• _Task item_: The whole of the data is to be duplicated precisely.

• _Records to use_:
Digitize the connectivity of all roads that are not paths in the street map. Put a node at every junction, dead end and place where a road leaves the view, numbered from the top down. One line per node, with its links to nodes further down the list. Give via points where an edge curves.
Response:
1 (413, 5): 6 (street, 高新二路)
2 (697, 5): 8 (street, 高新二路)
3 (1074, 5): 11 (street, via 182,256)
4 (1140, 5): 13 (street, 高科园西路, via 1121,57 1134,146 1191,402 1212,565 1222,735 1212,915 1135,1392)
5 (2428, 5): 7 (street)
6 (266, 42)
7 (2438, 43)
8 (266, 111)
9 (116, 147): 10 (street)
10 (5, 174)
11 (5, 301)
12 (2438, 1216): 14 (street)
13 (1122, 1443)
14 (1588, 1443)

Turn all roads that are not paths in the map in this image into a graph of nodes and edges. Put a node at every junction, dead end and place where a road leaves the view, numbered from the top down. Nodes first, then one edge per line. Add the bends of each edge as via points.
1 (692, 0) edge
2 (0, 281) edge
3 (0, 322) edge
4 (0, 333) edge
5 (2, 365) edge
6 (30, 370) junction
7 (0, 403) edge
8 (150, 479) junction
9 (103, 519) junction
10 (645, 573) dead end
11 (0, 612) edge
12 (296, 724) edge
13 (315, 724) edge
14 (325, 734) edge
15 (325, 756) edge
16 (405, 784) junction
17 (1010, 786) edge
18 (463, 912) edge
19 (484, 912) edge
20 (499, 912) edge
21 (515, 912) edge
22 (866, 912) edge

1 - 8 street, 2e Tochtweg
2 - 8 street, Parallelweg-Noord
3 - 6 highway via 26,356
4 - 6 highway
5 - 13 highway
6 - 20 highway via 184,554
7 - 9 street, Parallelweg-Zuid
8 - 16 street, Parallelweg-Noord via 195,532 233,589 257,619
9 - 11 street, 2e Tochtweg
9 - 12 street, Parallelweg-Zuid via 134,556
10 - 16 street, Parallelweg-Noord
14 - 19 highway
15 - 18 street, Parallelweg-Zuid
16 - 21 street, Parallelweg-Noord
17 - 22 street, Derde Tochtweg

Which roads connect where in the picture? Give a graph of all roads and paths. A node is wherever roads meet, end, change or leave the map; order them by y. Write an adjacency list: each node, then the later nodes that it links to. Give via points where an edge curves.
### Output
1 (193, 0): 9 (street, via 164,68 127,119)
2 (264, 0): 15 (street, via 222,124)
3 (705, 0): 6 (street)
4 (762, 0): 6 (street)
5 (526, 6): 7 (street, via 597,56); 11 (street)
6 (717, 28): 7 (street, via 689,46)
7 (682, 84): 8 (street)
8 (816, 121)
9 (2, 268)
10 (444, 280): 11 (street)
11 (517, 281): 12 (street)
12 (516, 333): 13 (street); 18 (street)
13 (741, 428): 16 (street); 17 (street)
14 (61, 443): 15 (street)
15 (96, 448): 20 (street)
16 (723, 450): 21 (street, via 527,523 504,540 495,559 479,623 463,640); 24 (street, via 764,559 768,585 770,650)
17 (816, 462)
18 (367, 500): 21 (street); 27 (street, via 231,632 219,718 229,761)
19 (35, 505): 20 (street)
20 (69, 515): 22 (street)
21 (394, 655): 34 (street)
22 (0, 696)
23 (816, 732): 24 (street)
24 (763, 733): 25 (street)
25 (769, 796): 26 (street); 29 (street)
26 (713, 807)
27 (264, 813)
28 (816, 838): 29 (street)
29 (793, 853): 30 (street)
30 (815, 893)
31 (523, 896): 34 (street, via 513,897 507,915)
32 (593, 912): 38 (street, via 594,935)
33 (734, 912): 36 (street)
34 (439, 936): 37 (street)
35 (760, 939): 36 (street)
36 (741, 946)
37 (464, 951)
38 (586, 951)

• _Solution to this exercise_:
Digitize the connectivity of all roads that are not paths in the street map. Put a node at every junction, dead end and place where a road leaves the view, numbered from the top down. One line per node, with its links to nodes further down the list. Give via points where an edge curves.
Response:
1 (413, 5): 6 (street, 高新二路)
2 (697, 5): 8 (street, 高新二路)
3 (1074, 5): 11 (street, via 182,256)
4 (1140, 5): 13 (street, 高科园西路, via 1121,57 1134,146 1191,402 1212,565 1222,735 1212,915 1135,1392)
5 (2428, 5): 7 (street)
6 (266, 42)
7 (2438, 43)
8 (266, 111)
9 (116, 147): 10 (street)
10 (5, 174)
11 (5, 301)
12 (2438, 1216): 14 (street)
13 (1122, 1443)
14 (1588, 1443)

Turn all roads that are not paths in the map in this image into a graph of nodes and edges. Put a node at every junction, dead end and place where a road leaves the view, numbered from the top down. Nodes first, then one edge per line. Add the bends of each edge as via points.
1 (692, 0) edge
2 (0, 281) edge
3 (0, 322) edge
4 (0, 333) edge
5 (2, 365) edge
6 (30, 370) junction
7 (0, 403) edge
8 (150, 479) junction
9 (103, 519) junction
10 (645, 573) dead end
11 (0, 612) edge
12 (296, 724) edge
13 (315, 724) edge
14 (325, 734) edge
15 (325, 756) edge
16 (405, 784) junction
17 (1010, 786) edge
18 (463, 912) edge
19 (484, 912) edge
20 (499, 912) edge
21 (515, 912) edge
22 (866, 912) edge

1 - 8 street, 2e Tochtweg
2 - 8 street, Parallelweg-Noord
3 - 6 highway via 26,356
4 - 6 highway
5 - 13 highway
6 - 20 highway via 184,554
7 - 9 street, Parallelweg-Zuid
8 - 16 street, Parallelweg-Noord via 195,532 233,589 257,619
9 - 11 street, 2e Tochtweg
9 - 12 street, Parallelweg-Zuid via 134,556
10 - 16 street, Parallelweg-Noord
14 - 19 highway
15 - 18 street, Parallelweg-Zuid
16 - 21 street, Parallelweg-Noord
17 - 22 street, Derde Tochtweg

Which roads connect where in the picture? Give a graph of all roads and paths. A node is wherever roads meet, end, change or leave the map; order them by y. Write an adjacency list: each node, then the later nodes that it links to. Give via points where an edge curves.
### Output
1 (193, 0): 9 (street, via 164,68 127,119)
2 (264, 0): 15 (street, via 222,124)
3 (705, 0): 6 (street)
4 (762, 0): 6 (street)
5 (526, 6): 7 (street, via 597,56); 11 (street)
6 (717, 28): 7 (street, via 689,46)
7 (682, 84): 8 (street)
8 (816, 121)
9 (2, 268)
10 (444, 280): 11 (street)
11 (517, 281): 12 (street)
12 (516, 333): 13 (street); 18 (street)
13 (741, 428): 16 (street); 17 (street)
14 (61, 443): 15 (street)
15 (96, 448): 20 (street)
16 (723, 450): 21 (street, via 527,523 504,540 495,559 479,623 463,640); 24 (street, via 764,559 768,585 770,650)
17 (816, 462)
18 (367, 500): 21 (street); 27 (street, via 231,632 219,718 229,761)
19 (35, 505): 20 (street)
20 (69, 515): 22 (street)
21 (394, 655): 34 (street)
22 (0, 696)
23 (816, 732): 24 (street)
24 (763, 733): 25 (street)
25 (769, 796): 26 (street); 29 (street)
26 (713, 807)
27 (264, 813)
28 (816, 838): 29 (street)
29 (793, 853): 30 (street)
30 (815, 893)
31 (523, 896): 34 (street, via 513,897 507,915)
32 (593, 912): 38 (street, via 594,935)
33 (734, 912): 36 (street)
34 (439, 936): 37 (street)
35 (760, 939): 36 (street)
36 (741, 946)
37 (464, 951)
38 (586, 951)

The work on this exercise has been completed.